Toxicology: Preclinical safety data: In repeat-dose toxicity studies, daily oral administration of capecitabine to cynomolgus monkeys and mice produced toxic effects on the gastrointestinal, lymphoid and haemopoietic systems, typical for fluoropyrimidines. These toxicities were reversible. Skin toxicity, characterised by degenerative/regressive changes, was observed with capecitabine. Capecitabine was devoid of hepatic and CNS toxicities. Cardiovascular toxicity (e.g. PR- and QT-interval prolongation) was detectable in cynomolgus monkeys after intravenous administration (100 mg/kg) but not after repeated oral dosing (1379 mg/m2/day).

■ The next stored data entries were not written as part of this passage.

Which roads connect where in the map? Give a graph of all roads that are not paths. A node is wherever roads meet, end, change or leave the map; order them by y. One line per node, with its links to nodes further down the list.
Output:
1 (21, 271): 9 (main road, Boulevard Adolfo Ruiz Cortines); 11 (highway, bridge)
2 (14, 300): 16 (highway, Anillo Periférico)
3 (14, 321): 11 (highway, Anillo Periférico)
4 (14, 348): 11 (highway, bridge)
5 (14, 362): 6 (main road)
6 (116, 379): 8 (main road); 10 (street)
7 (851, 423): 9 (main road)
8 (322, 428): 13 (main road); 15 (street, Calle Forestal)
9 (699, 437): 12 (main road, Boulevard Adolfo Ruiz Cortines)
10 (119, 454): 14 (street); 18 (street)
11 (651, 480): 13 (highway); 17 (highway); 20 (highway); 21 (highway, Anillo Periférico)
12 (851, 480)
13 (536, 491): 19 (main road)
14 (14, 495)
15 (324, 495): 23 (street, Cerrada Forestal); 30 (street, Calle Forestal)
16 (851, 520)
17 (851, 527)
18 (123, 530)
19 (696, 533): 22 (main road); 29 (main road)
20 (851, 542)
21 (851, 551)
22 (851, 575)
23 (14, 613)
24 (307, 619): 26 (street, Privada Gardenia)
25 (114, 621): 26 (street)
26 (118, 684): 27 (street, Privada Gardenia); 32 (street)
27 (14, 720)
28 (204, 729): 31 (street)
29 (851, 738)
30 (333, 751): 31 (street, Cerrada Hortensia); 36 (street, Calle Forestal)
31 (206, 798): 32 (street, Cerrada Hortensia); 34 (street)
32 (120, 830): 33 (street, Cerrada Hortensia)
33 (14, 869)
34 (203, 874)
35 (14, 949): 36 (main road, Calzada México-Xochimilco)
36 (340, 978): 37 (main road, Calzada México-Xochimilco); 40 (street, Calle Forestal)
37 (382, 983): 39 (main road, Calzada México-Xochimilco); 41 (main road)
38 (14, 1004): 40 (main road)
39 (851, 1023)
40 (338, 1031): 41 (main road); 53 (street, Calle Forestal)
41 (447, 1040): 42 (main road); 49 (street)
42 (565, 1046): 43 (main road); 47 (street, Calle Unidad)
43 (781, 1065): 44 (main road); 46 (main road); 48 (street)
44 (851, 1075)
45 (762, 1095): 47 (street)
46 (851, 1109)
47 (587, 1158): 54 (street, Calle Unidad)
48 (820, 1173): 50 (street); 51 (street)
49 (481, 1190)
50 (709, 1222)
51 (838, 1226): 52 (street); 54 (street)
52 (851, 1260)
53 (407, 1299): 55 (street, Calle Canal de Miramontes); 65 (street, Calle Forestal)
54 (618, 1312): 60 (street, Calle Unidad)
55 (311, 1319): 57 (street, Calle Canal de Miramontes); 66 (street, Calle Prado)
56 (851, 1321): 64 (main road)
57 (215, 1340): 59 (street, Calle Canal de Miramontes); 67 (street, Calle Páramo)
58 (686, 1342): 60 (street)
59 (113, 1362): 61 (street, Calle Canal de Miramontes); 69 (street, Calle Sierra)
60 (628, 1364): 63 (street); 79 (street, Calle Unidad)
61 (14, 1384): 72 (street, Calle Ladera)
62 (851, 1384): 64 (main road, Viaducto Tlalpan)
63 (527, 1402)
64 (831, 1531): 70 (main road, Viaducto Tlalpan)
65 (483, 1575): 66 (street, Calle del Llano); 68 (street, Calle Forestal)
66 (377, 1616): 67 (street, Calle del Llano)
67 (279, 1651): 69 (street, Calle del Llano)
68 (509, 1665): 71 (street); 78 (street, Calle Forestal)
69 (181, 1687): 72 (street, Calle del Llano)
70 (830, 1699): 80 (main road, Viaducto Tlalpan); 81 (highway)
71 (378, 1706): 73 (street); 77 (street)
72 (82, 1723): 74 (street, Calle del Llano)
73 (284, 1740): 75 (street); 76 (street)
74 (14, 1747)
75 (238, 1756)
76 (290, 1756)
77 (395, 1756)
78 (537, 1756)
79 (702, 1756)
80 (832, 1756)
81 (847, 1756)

A two-year mouse carcinogenicity study produced no evidence of carcinogenicity by capecitabine.
During standard fertility studies, impairment of fertility was observed in female mice receiving capecitabine; however, this effect was reversible after a drug-free period. In addition, during a 13-week study, atrophic and degenerative changes occurred in reproductive organs of male mice; however these effects were reversible after a drug-free period.
In embryotoxicity and teratogenicity studies in mice, dose-related increases in foetal resorption and teratogenicity were observed. In monkeys, abortion and embryolethality were observed at high doses, but there was no evidence of teratogenicity.
Capecitabine was not mutagenic in vitro to bacteria (Ames test) or mammalian cells (Chinese hamster V79/HPRT gene mutation assay). However, similar to other nucleoside analogues (ie, 5-FU), capecitabine was clastogenic in human lymphocytes (in vitro) and a positive trend occurred in mouse bone marrow micronucleus tests (in vivo).